▸ ABOUT THIS EXERCISE:
Without including any images, please transcribe all the lines below exactly.

Saved data entries:
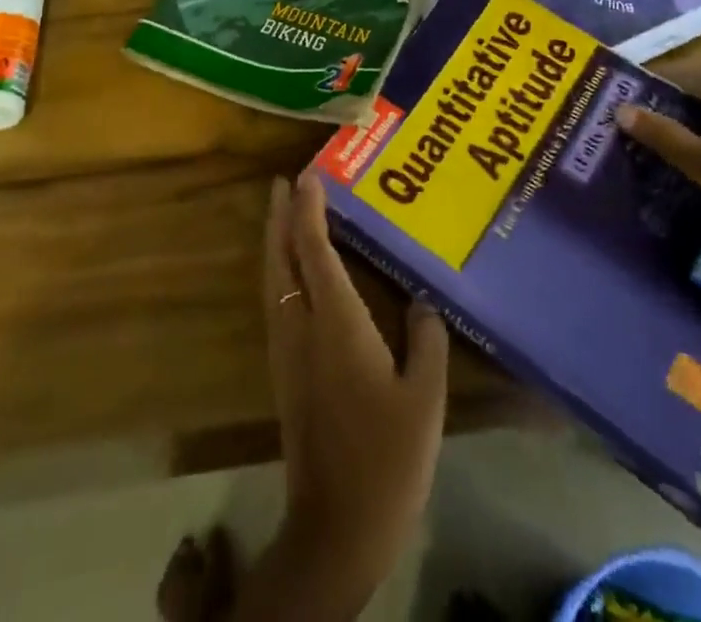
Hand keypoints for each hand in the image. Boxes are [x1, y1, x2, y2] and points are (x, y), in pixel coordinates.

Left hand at [251, 171, 447, 616]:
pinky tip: (292, 272)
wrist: (337, 526)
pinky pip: (276, 300)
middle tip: (285, 181)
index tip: (308, 175)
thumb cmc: (388, 456)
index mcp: (336, 322)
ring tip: (284, 213)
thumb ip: (427, 340)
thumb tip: (422, 300)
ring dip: (276, 240)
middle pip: (281, 257)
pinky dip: (280, 270)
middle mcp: (302, 326)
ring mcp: (287, 350)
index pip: (315, 250)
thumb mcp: (425, 397)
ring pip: (272, 279)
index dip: (309, 210)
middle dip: (281, 216)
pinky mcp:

▸ ANSWER TO THIS TASK:
Hand keypoints for each hand in the image. Boxes are [x1, y1, x2, y2] and points are (x, y), in pixel coordinates.

Left hand at [251, 171, 447, 616]:
pinky tip: (292, 272)
wrist: (337, 526)
pinky pip: (276, 300)
middle tip: (285, 181)
index tip: (308, 175)
thumb cmc: (388, 456)
index mcp: (336, 322)
ring tip: (284, 213)
thumb ip: (427, 340)
thumb tip: (422, 300)
ring dip: (276, 240)
middle pip: (281, 257)
pinky dip: (280, 270)
middle mcp: (302, 326)
ring mcp: (287, 350)
index pip: (315, 250)
thumb mcp: (425, 397)
ring pip: (272, 279)
index dip: (309, 210)
middle dip: (281, 216)
pinky mcp:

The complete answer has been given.